Emma Beals '12 Encourages Environmental Responsibility

Last summer, Emma Puka-Beals '12 interned for Heifer International, a nonprofit organization committed to ending global hunger and poverty by funding and facilitating the donation of local livestock to families and communities in more than 100 countries around the world.

Stationed at Heifer International's Learning Center at Overlook Farm in Rutland, Massachusetts, Puka-Beals led groups of various ages on afternoon tours of the farm, during which she provided information on Heifer International's mission. As an education volunteer, she also facilitated conversations about the social and political factors that determine distribution of wealth, as well as strategies that might be effective in alleviating malnutrition.

"Witnessing children and teens from all different backgrounds confront and conceptualize these incredibly complex questions for the first time was a truly eye-opening experience for me that allowed me to question my own ideas," said Puka-Beals.

In addition to the educational component, the internship had a hands-on aspect, as well: Puka-Beals helped the farmhands complete a variety of chores. Whether she was milking goats or feeding water buffalo, she never had a boring day at the Learning Center.

"I loved getting hands-on experience on a farm, which I had never gotten the chance to do before," she said.

Puka-Beals is an environmental studies major with a concentration in sustainable development. After taking courses with MHC professors Beth Hooker and Susanna McCandless, she became interested in sustainable agriculture and the social, political, and economic factors affecting land use. She found the internship position through the Miller Worley Center for the Environment.

"I am beginning to understand how complex, relevant, and urgently important it is to design and support local and large-scale farming strategies that are environmentally responsible, locally sustainable, and can support the world's growing population with nutritious, accessible food," she said.

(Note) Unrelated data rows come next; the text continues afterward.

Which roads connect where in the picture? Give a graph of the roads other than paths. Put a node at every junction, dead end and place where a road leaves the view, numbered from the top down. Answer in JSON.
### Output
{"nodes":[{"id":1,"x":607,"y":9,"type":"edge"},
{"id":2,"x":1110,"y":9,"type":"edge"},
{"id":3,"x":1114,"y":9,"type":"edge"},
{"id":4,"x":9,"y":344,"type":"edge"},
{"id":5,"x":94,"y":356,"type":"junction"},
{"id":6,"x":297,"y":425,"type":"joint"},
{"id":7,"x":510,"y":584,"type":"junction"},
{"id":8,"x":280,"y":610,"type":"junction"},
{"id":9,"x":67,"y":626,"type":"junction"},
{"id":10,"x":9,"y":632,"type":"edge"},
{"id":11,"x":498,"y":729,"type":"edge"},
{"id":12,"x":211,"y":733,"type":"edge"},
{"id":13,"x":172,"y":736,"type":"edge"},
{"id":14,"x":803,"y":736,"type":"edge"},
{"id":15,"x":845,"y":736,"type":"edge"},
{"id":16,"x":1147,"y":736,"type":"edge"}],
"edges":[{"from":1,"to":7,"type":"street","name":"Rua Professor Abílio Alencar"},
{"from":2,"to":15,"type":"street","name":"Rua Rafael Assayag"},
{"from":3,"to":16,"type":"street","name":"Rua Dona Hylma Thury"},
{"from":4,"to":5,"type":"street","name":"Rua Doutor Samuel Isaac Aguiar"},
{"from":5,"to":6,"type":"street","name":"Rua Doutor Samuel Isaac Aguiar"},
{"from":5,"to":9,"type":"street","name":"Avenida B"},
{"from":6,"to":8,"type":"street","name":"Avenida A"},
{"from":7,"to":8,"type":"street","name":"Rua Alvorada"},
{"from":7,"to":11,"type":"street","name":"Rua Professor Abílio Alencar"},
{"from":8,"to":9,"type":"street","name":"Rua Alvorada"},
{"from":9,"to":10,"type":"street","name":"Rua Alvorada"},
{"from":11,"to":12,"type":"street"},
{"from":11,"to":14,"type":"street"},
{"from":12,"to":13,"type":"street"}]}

While working at the Learning Center, she was able to build upon her Mount Holyoke educational experience.

"I was able to apply my interest in ecosystem health, sustainability, poverty alleviation, and education into the work I did every day," she said.

Puka-Beal's passion for environmentalism led her to a study abroad program this past fall in Panama, where she explored tropical ecology and biodiversity. She plans to use both experiences to further research sustainable agriculture and pursue environmental education.